My Life As a Ghost

Not Your Typical Ghost Story

By Matthew Joyce

I entered the scene as I was falling over in the tall grass. I landed in a heap and it took me a moment to right myself. As soon as I sat up I was staring right at it. I was eye to eye with a king cobra, hood out and coiled in strike position. It was only a few feet away and very unhappy with my blundering into its way. I froze in place, hoping to appear less of a threat.

But the cobra didn’t see me that way. It lunged straight at my face. Instinctively I flinched away. But it made no difference. The cobra’s fangs pierced me anyway, shooting burning venom into my neck. Flame shot through my head and shoulder as I recoiled from the strike. I tried to stand, but couldn’t. The poisonous pain was blinding. I tumbled backward into the grass, gasping for breath.

I feared the snake would strike again, but it didn’t. Not that it made any difference. I couldn’t see and I couldn’t stand. Within moments I felt paralyzed—with fear or from the venom I couldn’t tell. I wanted to call for help, but I couldn’t cry out. The jungle trees on the periphery of my vision faded and soon all I could see were the blades of grass in front of my face. Soon that too faded to black.

I don’t know how long I lay there, but after a while I felt just fine. The pain had stopped. I could move. I looked about and could see the trees again. So I stood up and looked around. I was on the trail between my village and the river where we did our washing. I was OK.

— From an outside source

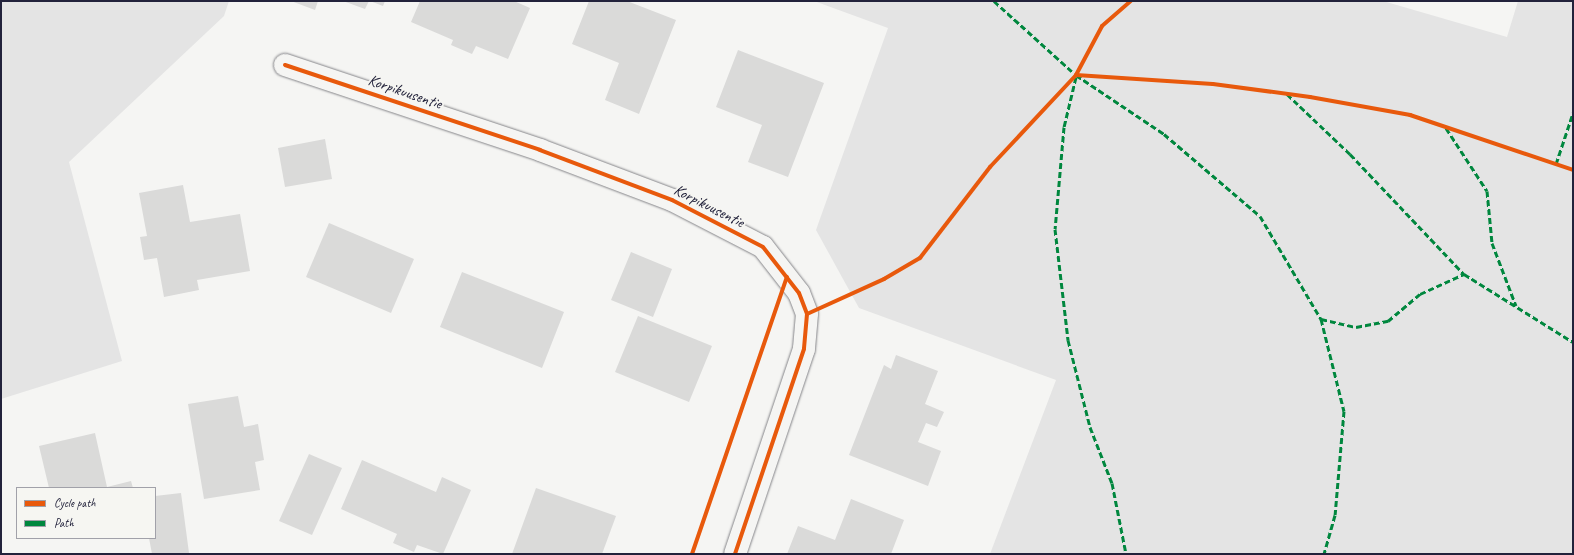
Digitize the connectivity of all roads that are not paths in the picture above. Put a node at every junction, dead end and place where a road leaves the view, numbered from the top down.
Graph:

That is right up until I looked down and saw my body. Or the body of the person I used to be. She was short in stature and dark-skinned with long black hair. She wore the colorful flowing garments popular in her village, which I somehow knew was a remote hamlet in British-ruled India.

Up to this point in my past life exploration things were proceeding along expected lines, but what happened next made me realize this was not a “normal” regression. Normally when I access another person’s consciousness I have access to that person’s thoughts and feelings and I can move forward and backward through their lifetime, visiting the most important moments to understand and resolve the emotional issues for that person. But that isn’t what happened this time. Instead I realized that I was “along for the ride” as the young Indian woman I was accessing went through a fascinating process of discovery.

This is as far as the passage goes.